Provided entries:
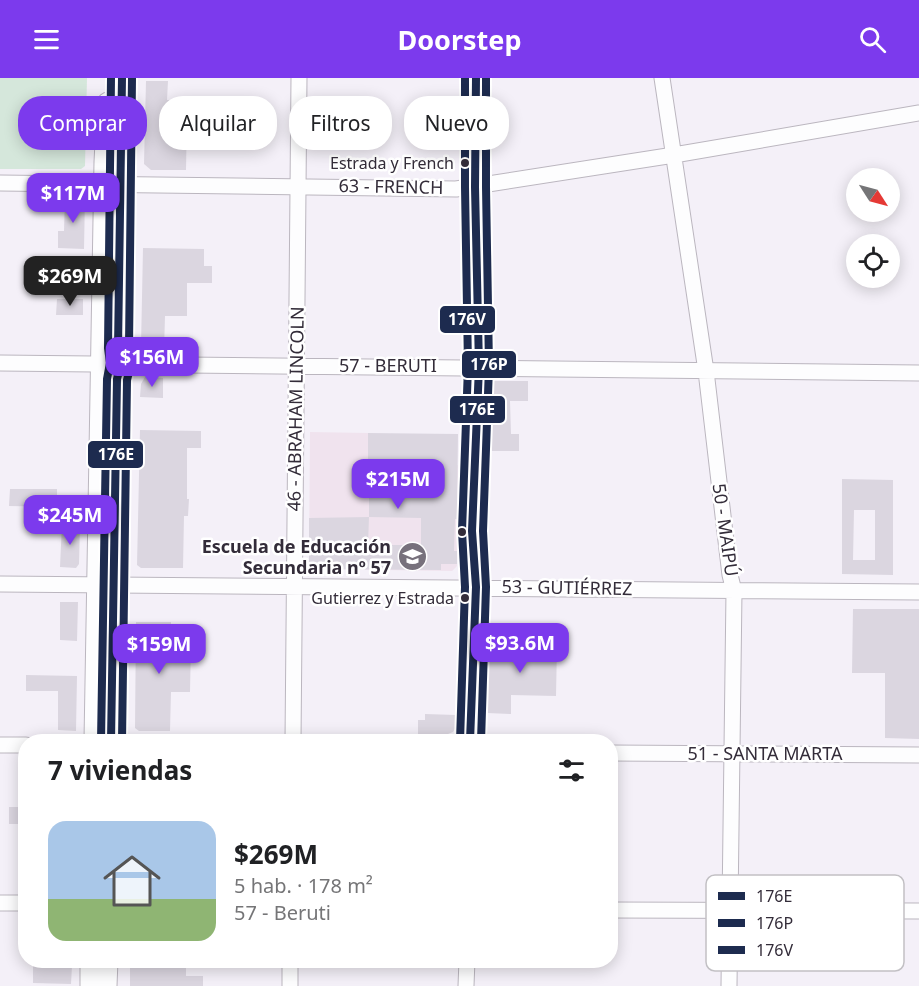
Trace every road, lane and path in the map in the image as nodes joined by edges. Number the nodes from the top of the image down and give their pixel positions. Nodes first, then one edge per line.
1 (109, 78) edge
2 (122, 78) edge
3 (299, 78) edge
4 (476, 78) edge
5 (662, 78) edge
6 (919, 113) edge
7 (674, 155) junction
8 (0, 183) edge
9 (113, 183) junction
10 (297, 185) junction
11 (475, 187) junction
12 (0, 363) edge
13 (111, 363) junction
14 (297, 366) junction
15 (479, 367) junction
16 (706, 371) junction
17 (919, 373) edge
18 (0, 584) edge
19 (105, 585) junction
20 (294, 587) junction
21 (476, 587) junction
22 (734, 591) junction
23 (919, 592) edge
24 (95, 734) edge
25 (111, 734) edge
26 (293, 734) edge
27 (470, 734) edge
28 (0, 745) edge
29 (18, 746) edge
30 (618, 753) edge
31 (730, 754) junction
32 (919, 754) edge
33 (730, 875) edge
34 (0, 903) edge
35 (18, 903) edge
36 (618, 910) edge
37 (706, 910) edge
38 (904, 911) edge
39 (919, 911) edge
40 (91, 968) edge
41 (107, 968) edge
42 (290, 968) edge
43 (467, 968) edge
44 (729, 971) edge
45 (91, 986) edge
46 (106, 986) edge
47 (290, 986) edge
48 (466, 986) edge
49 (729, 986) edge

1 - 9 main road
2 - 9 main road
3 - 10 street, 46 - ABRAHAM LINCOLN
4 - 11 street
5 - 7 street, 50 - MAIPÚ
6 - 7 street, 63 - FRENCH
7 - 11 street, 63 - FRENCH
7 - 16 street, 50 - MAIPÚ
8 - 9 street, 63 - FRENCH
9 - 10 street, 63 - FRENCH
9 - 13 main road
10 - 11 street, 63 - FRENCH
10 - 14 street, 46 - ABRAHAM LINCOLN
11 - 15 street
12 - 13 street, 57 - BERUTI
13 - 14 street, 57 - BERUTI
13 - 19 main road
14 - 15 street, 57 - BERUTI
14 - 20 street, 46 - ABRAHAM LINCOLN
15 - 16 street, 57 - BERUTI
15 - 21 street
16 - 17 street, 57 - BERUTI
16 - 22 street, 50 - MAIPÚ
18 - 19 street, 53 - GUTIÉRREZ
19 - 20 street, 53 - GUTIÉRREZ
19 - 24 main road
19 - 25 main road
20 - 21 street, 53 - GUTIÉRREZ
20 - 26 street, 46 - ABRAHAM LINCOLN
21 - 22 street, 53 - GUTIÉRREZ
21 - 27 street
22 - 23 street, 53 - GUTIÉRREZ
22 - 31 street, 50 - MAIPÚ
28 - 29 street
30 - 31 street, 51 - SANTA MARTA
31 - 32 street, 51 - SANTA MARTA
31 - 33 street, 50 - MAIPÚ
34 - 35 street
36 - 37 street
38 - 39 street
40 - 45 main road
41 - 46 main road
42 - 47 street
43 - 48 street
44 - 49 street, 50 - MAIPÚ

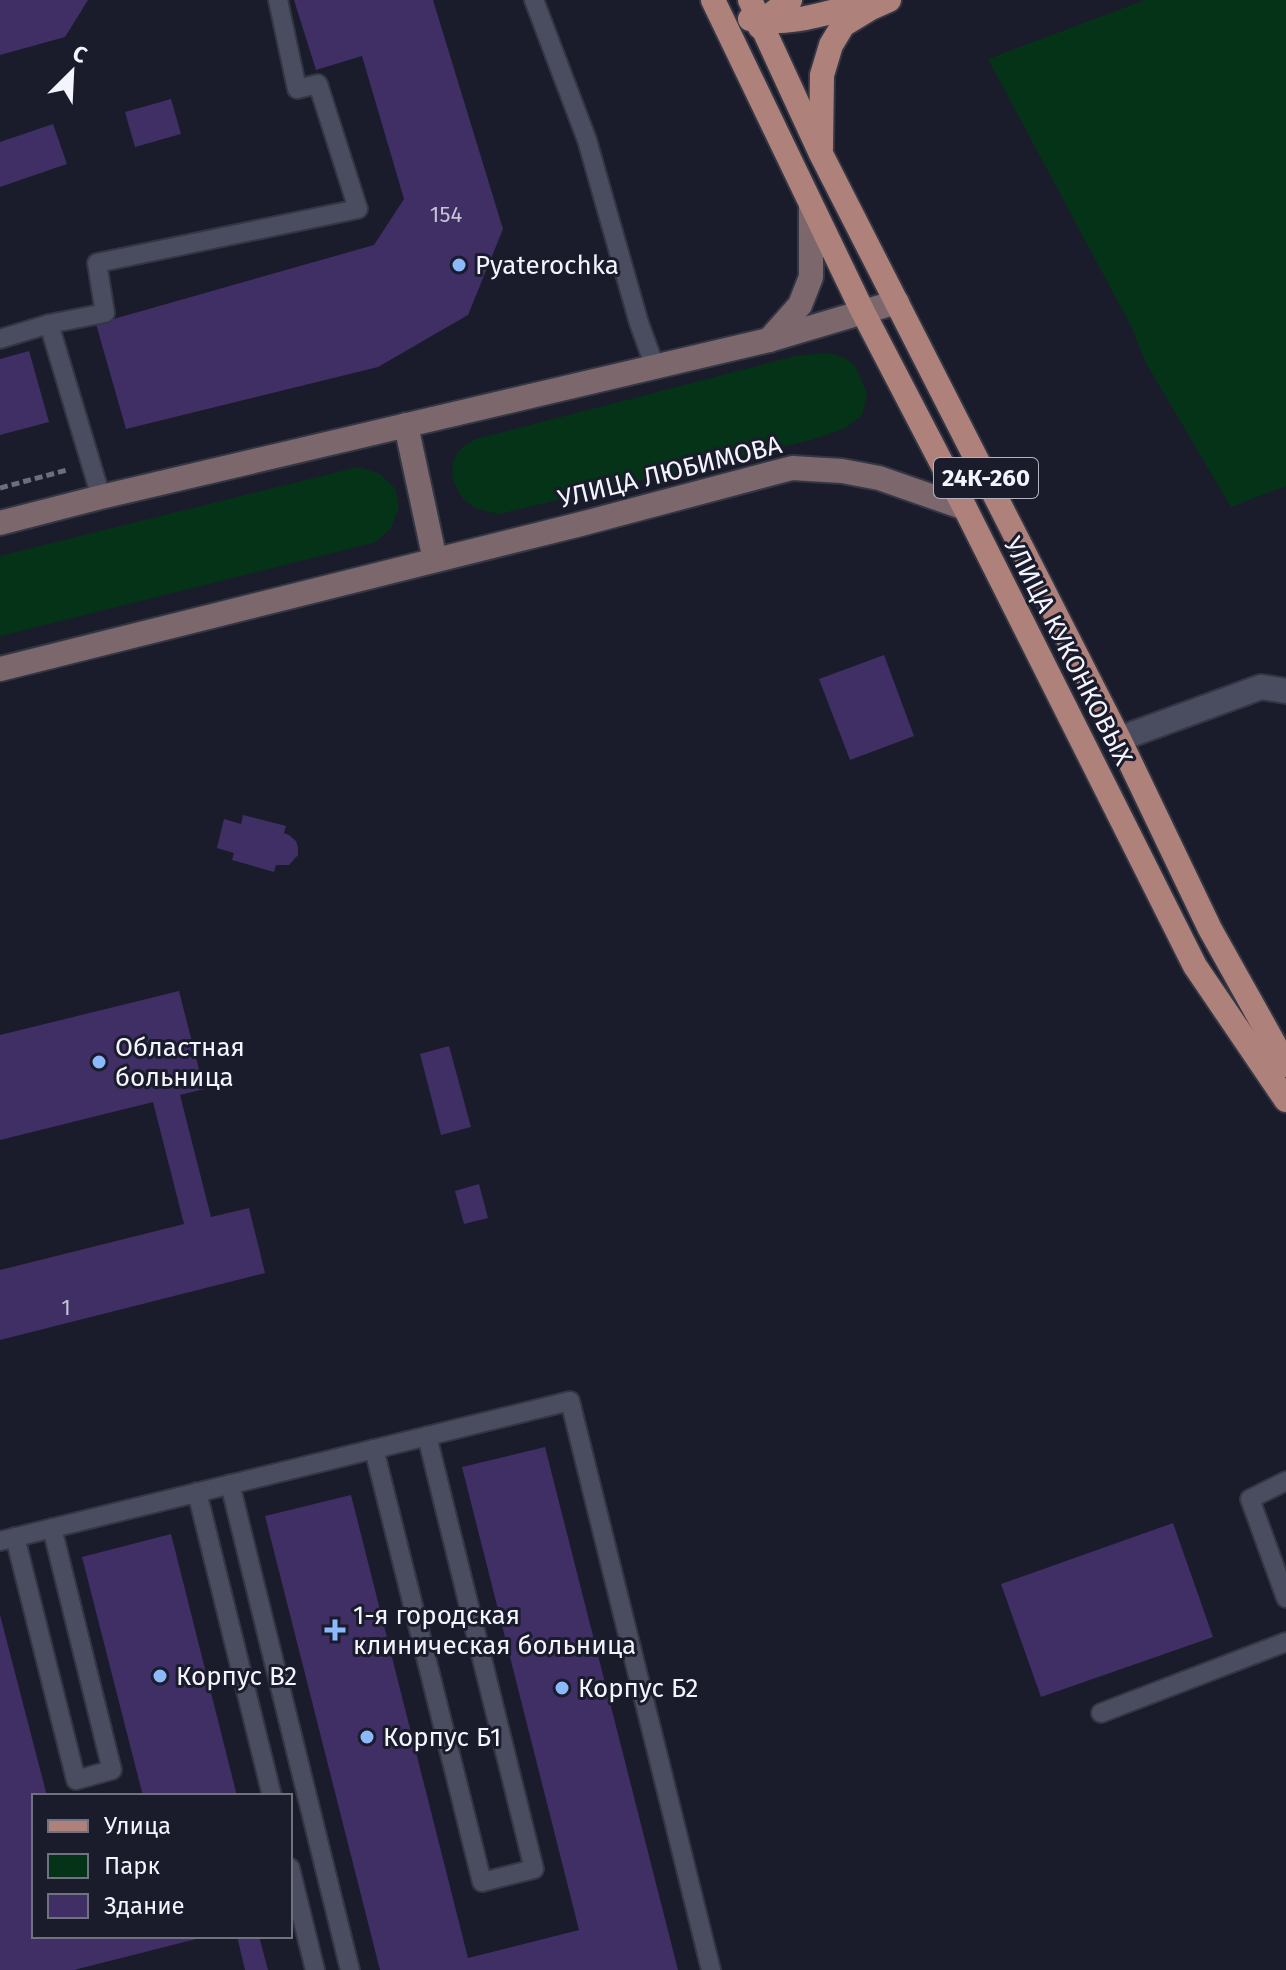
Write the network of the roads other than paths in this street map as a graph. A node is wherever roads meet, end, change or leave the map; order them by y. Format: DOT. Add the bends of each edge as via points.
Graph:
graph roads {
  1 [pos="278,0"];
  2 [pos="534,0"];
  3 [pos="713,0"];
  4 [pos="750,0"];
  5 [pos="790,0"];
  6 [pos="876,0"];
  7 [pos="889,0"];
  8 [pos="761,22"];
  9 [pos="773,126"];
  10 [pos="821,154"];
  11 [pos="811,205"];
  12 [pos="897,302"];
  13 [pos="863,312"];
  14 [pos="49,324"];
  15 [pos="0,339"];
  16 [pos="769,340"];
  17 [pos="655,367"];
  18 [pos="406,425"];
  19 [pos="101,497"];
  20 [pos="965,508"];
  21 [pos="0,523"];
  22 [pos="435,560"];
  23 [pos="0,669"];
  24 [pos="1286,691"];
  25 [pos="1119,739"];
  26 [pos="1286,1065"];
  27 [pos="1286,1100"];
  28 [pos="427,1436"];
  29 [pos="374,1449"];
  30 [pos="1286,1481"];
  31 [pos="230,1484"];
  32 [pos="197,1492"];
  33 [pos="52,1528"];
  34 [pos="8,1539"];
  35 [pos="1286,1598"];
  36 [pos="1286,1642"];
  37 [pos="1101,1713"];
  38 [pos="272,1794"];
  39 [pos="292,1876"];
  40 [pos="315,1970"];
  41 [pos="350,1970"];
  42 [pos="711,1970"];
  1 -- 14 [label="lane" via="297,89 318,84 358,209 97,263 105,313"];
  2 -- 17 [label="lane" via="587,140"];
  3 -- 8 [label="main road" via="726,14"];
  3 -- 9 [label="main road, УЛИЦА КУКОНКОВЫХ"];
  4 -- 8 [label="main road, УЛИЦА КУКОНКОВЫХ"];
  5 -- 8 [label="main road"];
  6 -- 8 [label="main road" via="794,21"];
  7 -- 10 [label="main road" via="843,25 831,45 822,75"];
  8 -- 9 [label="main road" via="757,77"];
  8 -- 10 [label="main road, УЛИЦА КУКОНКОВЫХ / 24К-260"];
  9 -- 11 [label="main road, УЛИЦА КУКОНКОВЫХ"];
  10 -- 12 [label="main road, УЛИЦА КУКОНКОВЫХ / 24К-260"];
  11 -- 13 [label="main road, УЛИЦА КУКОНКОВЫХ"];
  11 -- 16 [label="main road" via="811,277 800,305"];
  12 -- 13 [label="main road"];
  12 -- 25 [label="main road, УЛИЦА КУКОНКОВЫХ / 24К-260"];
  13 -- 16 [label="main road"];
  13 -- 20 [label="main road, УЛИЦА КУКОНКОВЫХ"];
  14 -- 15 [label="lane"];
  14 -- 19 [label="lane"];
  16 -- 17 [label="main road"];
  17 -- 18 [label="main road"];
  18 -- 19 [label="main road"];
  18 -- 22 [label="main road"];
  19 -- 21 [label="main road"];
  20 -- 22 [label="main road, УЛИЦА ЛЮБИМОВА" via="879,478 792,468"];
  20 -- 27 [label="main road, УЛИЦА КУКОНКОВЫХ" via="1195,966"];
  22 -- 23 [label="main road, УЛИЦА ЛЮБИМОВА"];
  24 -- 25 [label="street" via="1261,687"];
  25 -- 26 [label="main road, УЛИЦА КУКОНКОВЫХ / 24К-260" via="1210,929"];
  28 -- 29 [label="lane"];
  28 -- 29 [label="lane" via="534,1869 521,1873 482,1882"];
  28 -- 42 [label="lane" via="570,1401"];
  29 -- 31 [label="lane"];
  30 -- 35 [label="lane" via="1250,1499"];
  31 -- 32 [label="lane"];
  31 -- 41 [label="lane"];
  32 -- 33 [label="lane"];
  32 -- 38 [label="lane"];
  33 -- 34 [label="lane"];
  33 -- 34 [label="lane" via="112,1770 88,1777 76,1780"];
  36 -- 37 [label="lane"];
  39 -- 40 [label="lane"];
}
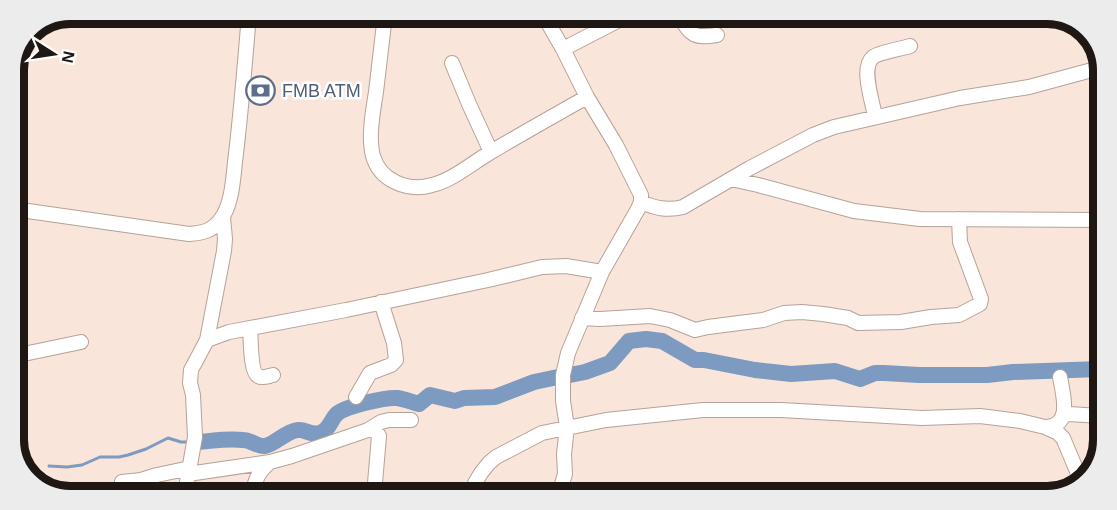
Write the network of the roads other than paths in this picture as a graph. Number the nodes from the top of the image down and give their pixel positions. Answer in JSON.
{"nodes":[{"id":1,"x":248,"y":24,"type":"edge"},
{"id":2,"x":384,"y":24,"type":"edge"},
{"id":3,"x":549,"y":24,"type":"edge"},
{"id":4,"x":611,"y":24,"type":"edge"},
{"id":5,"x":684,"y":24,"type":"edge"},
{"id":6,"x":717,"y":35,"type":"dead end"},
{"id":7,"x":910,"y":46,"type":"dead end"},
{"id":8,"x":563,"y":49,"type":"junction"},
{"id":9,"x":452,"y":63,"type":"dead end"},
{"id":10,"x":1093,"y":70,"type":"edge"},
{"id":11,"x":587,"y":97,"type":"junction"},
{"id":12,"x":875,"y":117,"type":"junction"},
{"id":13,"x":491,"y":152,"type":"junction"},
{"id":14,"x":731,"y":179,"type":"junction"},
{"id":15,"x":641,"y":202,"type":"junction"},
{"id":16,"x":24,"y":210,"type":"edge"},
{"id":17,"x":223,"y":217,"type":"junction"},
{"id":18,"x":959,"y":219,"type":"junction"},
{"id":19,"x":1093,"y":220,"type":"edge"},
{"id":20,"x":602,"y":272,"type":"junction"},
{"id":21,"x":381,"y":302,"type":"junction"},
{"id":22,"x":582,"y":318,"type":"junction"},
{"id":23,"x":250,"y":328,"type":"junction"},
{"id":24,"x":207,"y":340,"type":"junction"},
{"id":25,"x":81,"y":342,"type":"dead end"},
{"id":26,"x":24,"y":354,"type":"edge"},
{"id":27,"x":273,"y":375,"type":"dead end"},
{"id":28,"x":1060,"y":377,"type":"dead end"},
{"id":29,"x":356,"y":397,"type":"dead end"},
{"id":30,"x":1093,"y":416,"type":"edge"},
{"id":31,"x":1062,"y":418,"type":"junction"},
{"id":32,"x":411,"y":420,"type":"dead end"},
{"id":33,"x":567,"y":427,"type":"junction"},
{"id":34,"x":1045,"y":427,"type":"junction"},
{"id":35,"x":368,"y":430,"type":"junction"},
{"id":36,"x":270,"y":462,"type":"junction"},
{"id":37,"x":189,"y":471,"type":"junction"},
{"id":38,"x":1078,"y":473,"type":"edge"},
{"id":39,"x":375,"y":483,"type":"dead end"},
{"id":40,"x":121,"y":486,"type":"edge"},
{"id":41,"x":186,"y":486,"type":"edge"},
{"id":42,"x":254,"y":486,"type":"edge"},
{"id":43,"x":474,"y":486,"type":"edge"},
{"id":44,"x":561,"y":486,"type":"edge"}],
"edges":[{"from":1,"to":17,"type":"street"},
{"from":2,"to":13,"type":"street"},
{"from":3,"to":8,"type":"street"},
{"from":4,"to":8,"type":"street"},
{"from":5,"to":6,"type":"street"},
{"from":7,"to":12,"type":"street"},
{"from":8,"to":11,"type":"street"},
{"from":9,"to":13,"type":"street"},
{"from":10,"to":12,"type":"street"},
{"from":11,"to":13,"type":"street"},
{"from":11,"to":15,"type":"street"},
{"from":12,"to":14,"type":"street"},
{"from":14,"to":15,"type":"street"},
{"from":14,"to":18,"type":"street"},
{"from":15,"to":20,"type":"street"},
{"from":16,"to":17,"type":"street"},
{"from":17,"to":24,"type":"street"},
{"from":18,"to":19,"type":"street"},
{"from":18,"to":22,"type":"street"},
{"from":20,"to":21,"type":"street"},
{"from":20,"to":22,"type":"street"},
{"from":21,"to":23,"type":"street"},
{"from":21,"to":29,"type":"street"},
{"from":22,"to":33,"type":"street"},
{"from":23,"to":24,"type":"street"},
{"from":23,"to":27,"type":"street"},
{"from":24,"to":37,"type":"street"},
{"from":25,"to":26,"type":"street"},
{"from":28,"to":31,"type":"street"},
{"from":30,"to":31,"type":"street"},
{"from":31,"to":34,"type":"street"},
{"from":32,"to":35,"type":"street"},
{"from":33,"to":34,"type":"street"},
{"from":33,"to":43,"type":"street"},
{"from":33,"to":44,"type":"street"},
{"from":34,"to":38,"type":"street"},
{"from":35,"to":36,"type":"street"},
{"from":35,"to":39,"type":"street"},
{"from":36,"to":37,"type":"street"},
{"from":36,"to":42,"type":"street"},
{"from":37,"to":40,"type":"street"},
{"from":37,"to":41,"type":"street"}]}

What is expected:
Please filter the entries above down to the lines holding "LINCOLN" and copy them.

Problem solution:
3 - 10 street, 46 - ABRAHAM LINCOLN
10 - 14 street, 46 - ABRAHAM LINCOLN
14 - 20 street, 46 - ABRAHAM LINCOLN
20 - 26 street, 46 - ABRAHAM LINCOLN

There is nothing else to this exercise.